Each entry must be printed again without a single change.

(RECORDS begins)

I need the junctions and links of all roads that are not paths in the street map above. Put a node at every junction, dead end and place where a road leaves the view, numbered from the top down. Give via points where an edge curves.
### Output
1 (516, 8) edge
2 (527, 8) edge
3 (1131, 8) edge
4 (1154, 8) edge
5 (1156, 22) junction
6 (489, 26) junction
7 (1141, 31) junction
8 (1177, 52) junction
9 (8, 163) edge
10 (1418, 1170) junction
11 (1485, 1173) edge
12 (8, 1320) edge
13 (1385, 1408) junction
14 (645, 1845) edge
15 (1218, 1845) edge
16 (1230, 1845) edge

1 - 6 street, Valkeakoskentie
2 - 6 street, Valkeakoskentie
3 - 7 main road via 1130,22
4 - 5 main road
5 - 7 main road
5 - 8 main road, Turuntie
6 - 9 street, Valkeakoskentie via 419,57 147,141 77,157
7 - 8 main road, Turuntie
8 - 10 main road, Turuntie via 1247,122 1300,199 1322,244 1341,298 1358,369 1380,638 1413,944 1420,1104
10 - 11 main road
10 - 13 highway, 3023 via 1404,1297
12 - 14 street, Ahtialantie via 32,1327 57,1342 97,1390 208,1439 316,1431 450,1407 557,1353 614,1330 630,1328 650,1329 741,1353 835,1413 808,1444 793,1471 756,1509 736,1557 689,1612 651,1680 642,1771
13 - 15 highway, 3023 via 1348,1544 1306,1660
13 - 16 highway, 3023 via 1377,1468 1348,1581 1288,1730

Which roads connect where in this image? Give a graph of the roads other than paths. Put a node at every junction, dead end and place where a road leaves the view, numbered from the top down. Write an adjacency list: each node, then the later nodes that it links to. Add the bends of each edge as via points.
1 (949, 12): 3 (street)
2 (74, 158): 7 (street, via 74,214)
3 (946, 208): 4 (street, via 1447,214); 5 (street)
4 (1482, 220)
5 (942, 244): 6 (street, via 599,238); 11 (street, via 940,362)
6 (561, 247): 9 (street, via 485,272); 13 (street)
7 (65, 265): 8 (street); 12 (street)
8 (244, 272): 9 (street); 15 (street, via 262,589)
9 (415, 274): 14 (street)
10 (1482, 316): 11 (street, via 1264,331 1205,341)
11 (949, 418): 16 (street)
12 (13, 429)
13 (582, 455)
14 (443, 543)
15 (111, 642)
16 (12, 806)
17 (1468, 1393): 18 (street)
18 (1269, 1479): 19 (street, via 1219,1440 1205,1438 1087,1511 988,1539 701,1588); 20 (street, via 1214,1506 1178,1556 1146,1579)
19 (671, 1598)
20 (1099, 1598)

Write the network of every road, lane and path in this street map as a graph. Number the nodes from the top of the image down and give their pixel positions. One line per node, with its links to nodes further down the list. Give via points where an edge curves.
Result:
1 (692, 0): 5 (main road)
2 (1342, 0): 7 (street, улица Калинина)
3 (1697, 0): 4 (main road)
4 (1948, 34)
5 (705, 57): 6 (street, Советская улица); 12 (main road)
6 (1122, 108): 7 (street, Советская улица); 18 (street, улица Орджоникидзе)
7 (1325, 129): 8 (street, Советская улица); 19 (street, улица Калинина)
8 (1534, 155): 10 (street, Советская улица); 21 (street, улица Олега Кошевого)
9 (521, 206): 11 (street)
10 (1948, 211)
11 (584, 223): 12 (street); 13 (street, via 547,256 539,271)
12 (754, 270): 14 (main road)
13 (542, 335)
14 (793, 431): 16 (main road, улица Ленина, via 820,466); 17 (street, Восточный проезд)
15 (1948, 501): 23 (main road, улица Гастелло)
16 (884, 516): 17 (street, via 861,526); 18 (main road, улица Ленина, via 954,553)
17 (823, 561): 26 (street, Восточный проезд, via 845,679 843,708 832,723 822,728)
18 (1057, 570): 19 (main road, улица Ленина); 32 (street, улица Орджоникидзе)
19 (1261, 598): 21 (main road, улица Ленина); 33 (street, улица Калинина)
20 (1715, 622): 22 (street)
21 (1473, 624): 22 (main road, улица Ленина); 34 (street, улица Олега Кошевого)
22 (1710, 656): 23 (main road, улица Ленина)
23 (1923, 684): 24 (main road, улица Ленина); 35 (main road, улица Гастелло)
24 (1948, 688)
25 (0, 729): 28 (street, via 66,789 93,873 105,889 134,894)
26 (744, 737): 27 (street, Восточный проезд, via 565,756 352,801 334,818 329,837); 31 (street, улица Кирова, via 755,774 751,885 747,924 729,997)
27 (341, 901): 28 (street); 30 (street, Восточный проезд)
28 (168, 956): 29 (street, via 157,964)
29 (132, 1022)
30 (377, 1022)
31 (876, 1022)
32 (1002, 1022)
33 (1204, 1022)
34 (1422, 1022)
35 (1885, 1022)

(RECORDS ends)

ANSWER TO THIS TASK »
I need the junctions and links of all roads that are not paths in the street map above. Put a node at every junction, dead end and place where a road leaves the view, numbered from the top down. Give via points where an edge curves.
### Output
1 (516, 8) edge
2 (527, 8) edge
3 (1131, 8) edge
4 (1154, 8) edge
5 (1156, 22) junction
6 (489, 26) junction
7 (1141, 31) junction
8 (1177, 52) junction
9 (8, 163) edge
10 (1418, 1170) junction
11 (1485, 1173) edge
12 (8, 1320) edge
13 (1385, 1408) junction
14 (645, 1845) edge
15 (1218, 1845) edge
16 (1230, 1845) edge

1 - 6 street, Valkeakoskentie
2 - 6 street, Valkeakoskentie
3 - 7 main road via 1130,22
4 - 5 main road
5 - 7 main road
5 - 8 main road, Turuntie
6 - 9 street, Valkeakoskentie via 419,57 147,141 77,157
7 - 8 main road, Turuntie
8 - 10 main road, Turuntie via 1247,122 1300,199 1322,244 1341,298 1358,369 1380,638 1413,944 1420,1104
10 - 11 main road
10 - 13 highway, 3023 via 1404,1297
12 - 14 street, Ahtialantie via 32,1327 57,1342 97,1390 208,1439 316,1431 450,1407 557,1353 614,1330 630,1328 650,1329 741,1353 835,1413 808,1444 793,1471 756,1509 736,1557 689,1612 651,1680 642,1771
13 - 15 highway, 3023 via 1348,1544 1306,1660
13 - 16 highway, 3023 via 1377,1468 1348,1581 1288,1730

Which roads connect where in this image? Give a graph of the roads other than paths. Put a node at every junction, dead end and place where a road leaves the view, numbered from the top down. Write an adjacency list: each node, then the later nodes that it links to. Add the bends of each edge as via points.
1 (949, 12): 3 (street)
2 (74, 158): 7 (street, via 74,214)
3 (946, 208): 4 (street, via 1447,214); 5 (street)
4 (1482, 220)
5 (942, 244): 6 (street, via 599,238); 11 (street, via 940,362)
6 (561, 247): 9 (street, via 485,272); 13 (street)
7 (65, 265): 8 (street); 12 (street)
8 (244, 272): 9 (street); 15 (street, via 262,589)
9 (415, 274): 14 (street)
10 (1482, 316): 11 (street, via 1264,331 1205,341)
11 (949, 418): 16 (street)
12 (13, 429)
13 (582, 455)
14 (443, 543)
15 (111, 642)
16 (12, 806)
17 (1468, 1393): 18 (street)
18 (1269, 1479): 19 (street, via 1219,1440 1205,1438 1087,1511 988,1539 701,1588); 20 (street, via 1214,1506 1178,1556 1146,1579)
19 (671, 1598)
20 (1099, 1598)

Write the network of every road, lane and path in this street map as a graph. Number the nodes from the top of the image down and give their pixel positions. One line per node, with its links to nodes further down the list. Give via points where an edge curves.
Result:
1 (692, 0): 5 (main road)
2 (1342, 0): 7 (street, улица Калинина)
3 (1697, 0): 4 (main road)
4 (1948, 34)
5 (705, 57): 6 (street, Советская улица); 12 (main road)
6 (1122, 108): 7 (street, Советская улица); 18 (street, улица Орджоникидзе)
7 (1325, 129): 8 (street, Советская улица); 19 (street, улица Калинина)
8 (1534, 155): 10 (street, Советская улица); 21 (street, улица Олега Кошевого)
9 (521, 206): 11 (street)
10 (1948, 211)
11 (584, 223): 12 (street); 13 (street, via 547,256 539,271)
12 (754, 270): 14 (main road)
13 (542, 335)
14 (793, 431): 16 (main road, улица Ленина, via 820,466); 17 (street, Восточный проезд)
15 (1948, 501): 23 (main road, улица Гастелло)
16 (884, 516): 17 (street, via 861,526); 18 (main road, улица Ленина, via 954,553)
17 (823, 561): 26 (street, Восточный проезд, via 845,679 843,708 832,723 822,728)
18 (1057, 570): 19 (main road, улица Ленина); 32 (street, улица Орджоникидзе)
19 (1261, 598): 21 (main road, улица Ленина); 33 (street, улица Калинина)
20 (1715, 622): 22 (street)
21 (1473, 624): 22 (main road, улица Ленина); 34 (street, улица Олега Кошевого)
22 (1710, 656): 23 (main road, улица Ленина)
23 (1923, 684): 24 (main road, улица Ленина); 35 (main road, улица Гастелло)
24 (1948, 688)
25 (0, 729): 28 (street, via 66,789 93,873 105,889 134,894)
26 (744, 737): 27 (street, Восточный проезд, via 565,756 352,801 334,818 329,837); 31 (street, улица Кирова, via 755,774 751,885 747,924 729,997)
27 (341, 901): 28 (street); 30 (street, Восточный проезд)
28 (168, 956): 29 (street, via 157,964)
29 (132, 1022)
30 (377, 1022)
31 (876, 1022)
32 (1002, 1022)
33 (1204, 1022)
34 (1422, 1022)
35 (1885, 1022)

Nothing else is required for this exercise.